Pharmacists can help prevent therapeutic inertia by ensuring timely medication adjustments and maintenance. They can provide targeted, individualized education and support for self-management, which can motivate patients to adhere to medications and attend follow-ups.
Pharmacists can play a key role in educating patients about medicines, such as incretins, and, and may help with medication access, coverage, and dose optimization. They can support personalized obesity management using body composition analysis and waist circumference and help patients manage side effects to improve medication adherence.
Adding pharmacists to care teams may help support improvements in A1C management compared to standard approaches alone.2 Some pharmacists report that their programs help reduce pharmacy costs. These programs may also support weight management, which may reduce the need for antihypertensives and antidiabetics.
Pharmacists’ ability to provide and bill for direct patient care varies by state, which makes it difficult to standardize pharmacist roles and demonstrate return on investment to decision-makers.3
In many states, pharmacists lack provider status and cannot bill for patient visits. Thus, pharmacists must show the value of their services by freeing up other clinicians’ capacity to provide billable services or by demonstrating improved performance on value-based contracts. Even in states with provider status, variable billing processes across payers can still limit consistent use.
Communication among pharmacists and clinicians can be fragmented due to the use of multiple channels (electronic health record, email, chat platform, pager, text), which can lead to missed messages and hinder collaboration.
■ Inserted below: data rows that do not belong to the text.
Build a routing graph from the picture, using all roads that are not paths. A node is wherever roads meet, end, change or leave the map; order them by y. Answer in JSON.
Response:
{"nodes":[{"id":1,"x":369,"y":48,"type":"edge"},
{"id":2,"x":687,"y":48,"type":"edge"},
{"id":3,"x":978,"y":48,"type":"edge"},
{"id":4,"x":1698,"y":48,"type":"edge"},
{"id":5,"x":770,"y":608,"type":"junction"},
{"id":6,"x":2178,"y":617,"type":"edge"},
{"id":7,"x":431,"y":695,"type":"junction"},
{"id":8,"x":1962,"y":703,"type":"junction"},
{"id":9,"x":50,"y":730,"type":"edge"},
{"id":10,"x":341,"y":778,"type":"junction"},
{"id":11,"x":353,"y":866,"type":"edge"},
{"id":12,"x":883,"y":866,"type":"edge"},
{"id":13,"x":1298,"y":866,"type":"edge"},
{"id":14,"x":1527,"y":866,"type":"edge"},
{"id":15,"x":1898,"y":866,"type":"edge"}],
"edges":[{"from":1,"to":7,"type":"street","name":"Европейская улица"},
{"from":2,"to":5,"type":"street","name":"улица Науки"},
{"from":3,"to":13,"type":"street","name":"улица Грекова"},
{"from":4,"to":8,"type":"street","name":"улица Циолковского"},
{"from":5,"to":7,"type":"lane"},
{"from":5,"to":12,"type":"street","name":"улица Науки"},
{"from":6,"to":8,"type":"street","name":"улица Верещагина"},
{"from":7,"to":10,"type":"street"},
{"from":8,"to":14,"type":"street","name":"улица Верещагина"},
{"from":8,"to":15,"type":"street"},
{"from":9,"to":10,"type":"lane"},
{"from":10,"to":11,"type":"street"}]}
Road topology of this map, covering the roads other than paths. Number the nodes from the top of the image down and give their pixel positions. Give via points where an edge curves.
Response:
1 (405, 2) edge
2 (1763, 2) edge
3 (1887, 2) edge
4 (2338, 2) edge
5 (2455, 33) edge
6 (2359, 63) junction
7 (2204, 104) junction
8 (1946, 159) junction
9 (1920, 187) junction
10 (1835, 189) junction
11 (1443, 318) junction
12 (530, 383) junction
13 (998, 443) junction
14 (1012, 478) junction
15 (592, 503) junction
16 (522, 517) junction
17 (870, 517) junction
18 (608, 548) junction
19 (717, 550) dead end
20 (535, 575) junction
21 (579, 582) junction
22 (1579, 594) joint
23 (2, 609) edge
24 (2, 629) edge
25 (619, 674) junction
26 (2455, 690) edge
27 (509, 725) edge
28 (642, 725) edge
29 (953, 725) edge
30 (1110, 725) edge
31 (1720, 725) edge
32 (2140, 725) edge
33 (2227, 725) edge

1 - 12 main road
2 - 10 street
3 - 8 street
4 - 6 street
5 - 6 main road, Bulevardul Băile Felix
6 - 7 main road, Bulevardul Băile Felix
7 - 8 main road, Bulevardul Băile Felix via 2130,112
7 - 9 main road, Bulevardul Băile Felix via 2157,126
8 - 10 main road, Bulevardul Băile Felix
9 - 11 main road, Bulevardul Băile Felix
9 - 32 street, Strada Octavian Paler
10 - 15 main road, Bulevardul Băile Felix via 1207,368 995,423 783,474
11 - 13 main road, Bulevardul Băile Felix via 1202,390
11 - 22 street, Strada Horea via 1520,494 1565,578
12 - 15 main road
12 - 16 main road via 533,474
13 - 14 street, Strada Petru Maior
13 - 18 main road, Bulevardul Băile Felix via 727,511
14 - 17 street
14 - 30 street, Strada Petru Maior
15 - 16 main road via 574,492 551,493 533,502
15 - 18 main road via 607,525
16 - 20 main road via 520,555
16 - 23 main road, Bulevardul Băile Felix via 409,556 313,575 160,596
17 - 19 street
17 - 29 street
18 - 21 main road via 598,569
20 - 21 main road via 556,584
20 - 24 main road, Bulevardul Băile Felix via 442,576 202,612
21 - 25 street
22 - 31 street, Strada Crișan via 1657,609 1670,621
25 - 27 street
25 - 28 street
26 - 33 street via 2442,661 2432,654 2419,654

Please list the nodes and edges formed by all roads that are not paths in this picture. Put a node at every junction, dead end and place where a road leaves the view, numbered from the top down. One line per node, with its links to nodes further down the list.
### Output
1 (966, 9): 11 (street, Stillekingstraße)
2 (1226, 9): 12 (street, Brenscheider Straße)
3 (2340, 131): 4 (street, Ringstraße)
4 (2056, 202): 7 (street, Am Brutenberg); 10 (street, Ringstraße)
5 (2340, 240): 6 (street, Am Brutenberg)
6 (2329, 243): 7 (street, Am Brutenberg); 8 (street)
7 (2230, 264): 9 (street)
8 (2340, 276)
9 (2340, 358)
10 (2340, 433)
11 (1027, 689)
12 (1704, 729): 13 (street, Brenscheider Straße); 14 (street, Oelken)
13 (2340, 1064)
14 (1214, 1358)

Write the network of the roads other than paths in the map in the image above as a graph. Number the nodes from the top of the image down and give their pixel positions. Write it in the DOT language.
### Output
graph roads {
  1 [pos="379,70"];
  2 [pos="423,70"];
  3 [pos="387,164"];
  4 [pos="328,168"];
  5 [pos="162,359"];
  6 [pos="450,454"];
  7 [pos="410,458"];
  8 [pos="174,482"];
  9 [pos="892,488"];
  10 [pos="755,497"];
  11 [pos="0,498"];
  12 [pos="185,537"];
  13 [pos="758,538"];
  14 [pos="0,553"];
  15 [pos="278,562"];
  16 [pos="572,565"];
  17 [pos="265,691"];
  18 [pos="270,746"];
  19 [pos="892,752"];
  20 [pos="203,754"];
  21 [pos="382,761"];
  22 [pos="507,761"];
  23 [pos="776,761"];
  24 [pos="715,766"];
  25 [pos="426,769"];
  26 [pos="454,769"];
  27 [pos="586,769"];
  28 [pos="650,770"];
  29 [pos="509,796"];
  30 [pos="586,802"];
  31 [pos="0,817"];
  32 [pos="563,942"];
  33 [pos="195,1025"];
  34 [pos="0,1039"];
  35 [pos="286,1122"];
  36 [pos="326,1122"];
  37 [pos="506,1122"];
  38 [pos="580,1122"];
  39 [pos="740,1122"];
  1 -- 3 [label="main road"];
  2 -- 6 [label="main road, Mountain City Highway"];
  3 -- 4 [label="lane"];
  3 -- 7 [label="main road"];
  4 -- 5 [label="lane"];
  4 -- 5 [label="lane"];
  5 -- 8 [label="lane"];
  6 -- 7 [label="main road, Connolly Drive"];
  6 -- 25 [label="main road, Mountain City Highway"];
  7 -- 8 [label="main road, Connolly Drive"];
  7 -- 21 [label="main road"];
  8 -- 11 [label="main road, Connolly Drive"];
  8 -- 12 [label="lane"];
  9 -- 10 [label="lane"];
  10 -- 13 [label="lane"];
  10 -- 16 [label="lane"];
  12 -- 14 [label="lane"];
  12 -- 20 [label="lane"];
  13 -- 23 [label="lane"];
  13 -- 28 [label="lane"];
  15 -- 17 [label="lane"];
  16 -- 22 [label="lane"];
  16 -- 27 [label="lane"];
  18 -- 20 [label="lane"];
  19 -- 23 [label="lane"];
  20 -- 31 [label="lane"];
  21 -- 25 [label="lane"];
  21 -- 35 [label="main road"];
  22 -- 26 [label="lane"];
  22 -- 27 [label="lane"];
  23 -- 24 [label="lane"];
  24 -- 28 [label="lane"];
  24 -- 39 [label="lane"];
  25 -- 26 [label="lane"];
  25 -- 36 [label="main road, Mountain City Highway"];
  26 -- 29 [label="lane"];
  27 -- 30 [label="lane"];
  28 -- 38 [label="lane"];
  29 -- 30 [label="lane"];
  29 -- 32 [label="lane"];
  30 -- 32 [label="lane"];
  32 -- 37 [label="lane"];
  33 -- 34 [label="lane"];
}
Remote pharmacists may face additional challenges building trust and rapport without face time with prescribers and other clinicians.
Specialty teams sometimes lack clarity on pharmacist roles, often relegating them to prior authorization and cost troubleshooting rather than clinical functions. Building trust in pharmacists as clinicians is an ongoing challenge, especially in organizations unfamiliar with their full scope of practice.
1 Ndumele CE, et al. Cardiovascular-Kidney-Metabolic Health: A Presidential Advisory From the American Heart Association. Circulation. October 9, 2023.
2 Wagner TD, et al. Impact of pharmacist-physician collaborative care on hemoglobin A1c and blood pressure quality measure achievement in primary care. Journal of Managed Care & Specialty Pharmacy. May 29, 2025.
3 Pharmacists' Patient Care State Fact Sheets. American Pharmacists Association. Accessed November 12, 2025.